Pero para llegar a esa instancia, para citarse en la final del Masters 1.000 de Miami (conocido entonces como Lipton International Players Championships, por motivos de patrocinio) con un ex número uno del mundo de la talla de Andre Agassi poniendo en jaque, de paso, la corona de Pete Sampras, otro número uno casi invencible; Marcelo Andrés Ríos Mayorga, el zurdo prodigioso de Vitacura, había ido construyendo, paso a paso, su propio camino.

Exactamente un año antes de encontrarse con Agassi sobre el cemento de Key Biscayne para dirimir al vencedor de Miami, es decir, en marzo de 1997, Ríos se había despedido del certamen de manera prematura, en tercera ronda, tras caer en tres mangas ante el sueco Jonas Bjorkman, número 29 del circuito. Una derrota dolorosa pero sin duda asumible para un tenista tan talentoso como lampiño, que ocupaba ya el noveno puesto del ranking ATP, pero con 21 años recién cumplidos. Su margen de mejora era, por tanto, amplio -e impredecible-, pero nadie podía imaginar que necesitaría sólo 365 días para encaramarse a la cima del mundo.

Si bien sus buenos resultados obtenidos en 1996 le habían permitido ya colarse de manera irregular entre los diez mejores del orbe, fue un año más tarde, en 1997 y en su cuarta temporada como profesional, cuando se produjo su consolidación definitiva en la élite del tenis planetario. A los cuartos de final alcanzados en el Abierto de Australia, a comienzos de año, le siguió la conquista de su primer Masters 1.000, en abril, en Montecarlo, tras doblegar a un Álex Corretja (18°) que terminaría cobrándose la revancha un mes más tarde en la final de Roma.
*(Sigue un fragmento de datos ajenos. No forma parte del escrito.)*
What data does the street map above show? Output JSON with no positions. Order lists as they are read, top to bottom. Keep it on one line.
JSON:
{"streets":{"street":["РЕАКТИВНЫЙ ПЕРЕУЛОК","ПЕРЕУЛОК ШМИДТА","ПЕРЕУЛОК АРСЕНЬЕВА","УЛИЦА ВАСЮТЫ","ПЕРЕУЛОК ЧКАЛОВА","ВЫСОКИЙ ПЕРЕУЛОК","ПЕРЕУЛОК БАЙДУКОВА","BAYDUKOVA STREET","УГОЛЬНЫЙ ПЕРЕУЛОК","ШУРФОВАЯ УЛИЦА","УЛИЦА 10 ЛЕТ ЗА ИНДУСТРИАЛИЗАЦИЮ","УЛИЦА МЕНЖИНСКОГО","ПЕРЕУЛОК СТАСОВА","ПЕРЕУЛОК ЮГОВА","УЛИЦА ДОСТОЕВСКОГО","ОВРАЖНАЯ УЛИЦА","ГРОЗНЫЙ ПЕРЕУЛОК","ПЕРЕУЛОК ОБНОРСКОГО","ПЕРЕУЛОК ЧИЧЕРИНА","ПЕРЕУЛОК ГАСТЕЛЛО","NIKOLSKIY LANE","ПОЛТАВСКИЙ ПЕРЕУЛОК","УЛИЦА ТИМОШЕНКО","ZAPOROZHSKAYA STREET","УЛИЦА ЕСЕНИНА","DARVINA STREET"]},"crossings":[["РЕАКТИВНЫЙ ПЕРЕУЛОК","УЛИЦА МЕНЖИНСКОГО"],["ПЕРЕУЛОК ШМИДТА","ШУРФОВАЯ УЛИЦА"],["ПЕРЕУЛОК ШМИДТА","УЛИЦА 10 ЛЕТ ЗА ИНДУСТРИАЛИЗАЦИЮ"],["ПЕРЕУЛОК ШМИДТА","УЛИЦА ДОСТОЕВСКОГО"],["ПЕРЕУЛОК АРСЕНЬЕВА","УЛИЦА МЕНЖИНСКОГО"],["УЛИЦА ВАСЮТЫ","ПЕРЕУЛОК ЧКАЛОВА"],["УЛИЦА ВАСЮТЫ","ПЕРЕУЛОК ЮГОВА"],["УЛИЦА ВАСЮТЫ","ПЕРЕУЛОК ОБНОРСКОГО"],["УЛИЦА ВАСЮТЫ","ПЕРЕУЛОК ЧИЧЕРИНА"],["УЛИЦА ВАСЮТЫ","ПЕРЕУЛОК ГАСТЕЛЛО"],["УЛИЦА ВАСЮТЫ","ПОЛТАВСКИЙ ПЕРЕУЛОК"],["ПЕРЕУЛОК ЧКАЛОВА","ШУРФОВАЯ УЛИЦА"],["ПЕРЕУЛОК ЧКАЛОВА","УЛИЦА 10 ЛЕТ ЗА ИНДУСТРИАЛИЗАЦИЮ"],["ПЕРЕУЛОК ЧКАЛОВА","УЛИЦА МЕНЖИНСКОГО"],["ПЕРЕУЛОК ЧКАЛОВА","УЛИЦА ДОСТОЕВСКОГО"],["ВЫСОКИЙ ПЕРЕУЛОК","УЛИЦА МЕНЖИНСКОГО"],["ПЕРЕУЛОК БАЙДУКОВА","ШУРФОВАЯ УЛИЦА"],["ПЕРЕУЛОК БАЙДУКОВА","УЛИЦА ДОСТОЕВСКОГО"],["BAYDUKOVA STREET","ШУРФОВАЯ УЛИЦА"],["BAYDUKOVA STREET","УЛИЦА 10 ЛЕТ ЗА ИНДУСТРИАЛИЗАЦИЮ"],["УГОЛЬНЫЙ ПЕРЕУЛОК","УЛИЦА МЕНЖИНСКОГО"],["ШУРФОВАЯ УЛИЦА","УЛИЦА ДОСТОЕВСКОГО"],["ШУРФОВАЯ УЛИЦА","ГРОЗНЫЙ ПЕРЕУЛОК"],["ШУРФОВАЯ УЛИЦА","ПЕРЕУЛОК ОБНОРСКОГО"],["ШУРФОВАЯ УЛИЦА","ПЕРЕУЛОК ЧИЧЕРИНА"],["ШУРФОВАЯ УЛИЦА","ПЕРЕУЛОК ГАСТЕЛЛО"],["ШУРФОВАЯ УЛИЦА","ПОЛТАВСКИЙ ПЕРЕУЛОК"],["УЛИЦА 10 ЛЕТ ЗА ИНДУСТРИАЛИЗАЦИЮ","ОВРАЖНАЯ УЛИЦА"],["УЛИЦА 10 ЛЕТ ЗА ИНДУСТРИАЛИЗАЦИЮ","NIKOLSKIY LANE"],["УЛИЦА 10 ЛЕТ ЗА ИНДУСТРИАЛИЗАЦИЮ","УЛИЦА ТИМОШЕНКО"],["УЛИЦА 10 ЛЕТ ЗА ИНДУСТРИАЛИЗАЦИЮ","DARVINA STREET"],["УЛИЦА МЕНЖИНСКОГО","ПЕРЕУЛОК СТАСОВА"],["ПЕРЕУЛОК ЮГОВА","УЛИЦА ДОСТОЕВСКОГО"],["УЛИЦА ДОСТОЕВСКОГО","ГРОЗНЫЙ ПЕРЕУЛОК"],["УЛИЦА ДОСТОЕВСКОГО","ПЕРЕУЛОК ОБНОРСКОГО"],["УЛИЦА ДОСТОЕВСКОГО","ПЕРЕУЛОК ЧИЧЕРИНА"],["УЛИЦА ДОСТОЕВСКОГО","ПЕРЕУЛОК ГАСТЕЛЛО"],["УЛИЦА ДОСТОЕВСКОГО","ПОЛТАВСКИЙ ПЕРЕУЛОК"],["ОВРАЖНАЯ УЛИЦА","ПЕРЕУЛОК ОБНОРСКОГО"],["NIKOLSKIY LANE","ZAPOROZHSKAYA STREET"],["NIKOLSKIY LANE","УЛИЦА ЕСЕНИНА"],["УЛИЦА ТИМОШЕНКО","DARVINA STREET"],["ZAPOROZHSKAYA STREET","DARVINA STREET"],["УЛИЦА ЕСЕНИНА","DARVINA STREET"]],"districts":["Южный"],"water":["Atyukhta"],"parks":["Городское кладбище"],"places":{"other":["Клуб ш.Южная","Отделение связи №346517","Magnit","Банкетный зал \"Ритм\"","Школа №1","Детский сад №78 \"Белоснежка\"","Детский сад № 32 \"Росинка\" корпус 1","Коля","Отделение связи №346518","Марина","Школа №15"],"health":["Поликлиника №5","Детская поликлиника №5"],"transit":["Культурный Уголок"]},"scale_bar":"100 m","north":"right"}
En aquella década de los 90, sin embargo, con el fin de la era Lendl y el ocaso de las dinastías del sueco Stefan Edberg y el alemán Boris Becker, el centro del planeta tenis había vuelto a instalarse en Estados Unidos. Primero de la mano de Jim Courier y, algunos años más tarde, alumbrando el inicio de una de las más fantásticas y recordadas rivalidades de la historia de este deporte, la protagonizada por Andre Agassi y Pete Sampras, dueños y señores de un decenio en el que nadie más cabía. Apenas el austríaco Muster, un verdadero monstruo de la tierra batida, había conseguido, de manera timorata, hacerles frente. Una soberanía incontestable que en 1997 continuaba ejerciendo, con mano de hierro, Sampras, número 1 del circuito por quinta temporada consecutiva.

Un año que Marcelo Ríos, previo naufragio en la final del ATP de Santiago (su particular cuenta pendiente por su calidad de anfitrión) logró despedir por primera vez en su carrera dentro del grupo de los diez mejores tenistas del planeta con un esperanzador balance final de una corona (sobre la arcilla de Montecarlo), cuatro subcampeonatos (en el Masters 1.000 de Roma y en los ATP de Marsella, Boston y Santiago) y un bagaje de 60 triunfos y 26 derrotas. Pero lo mejor, claro, aún estaba por venir.

Un trimestre perfecto

Aquel verano de 1998 fue especialmente caluroso en Chile. El fenómeno El Niño propició que Concepción registrara, por ejemplo, la temperatura más alta de su historia el 5 de enero, exactamente una semana antes de que el Partido Comunista presentara su primera querella criminal contra Pinochet. Y de que el Chino iniciase una nueva temporada en Auckland.

Un estreno inmejorable saldado con la consecución del título -un ATP 250- de forma incontestable, perdiendo sólo dos sets en el certamen. Y una declaración de intenciones pensando en el primer gran desafío de la temporada, un Open de Australia que mereció un desenlace distinto y en el que Ríos (acababa de cumplir 22 años en diciembre) jugó, probablemente, el mejor tenis de su vida.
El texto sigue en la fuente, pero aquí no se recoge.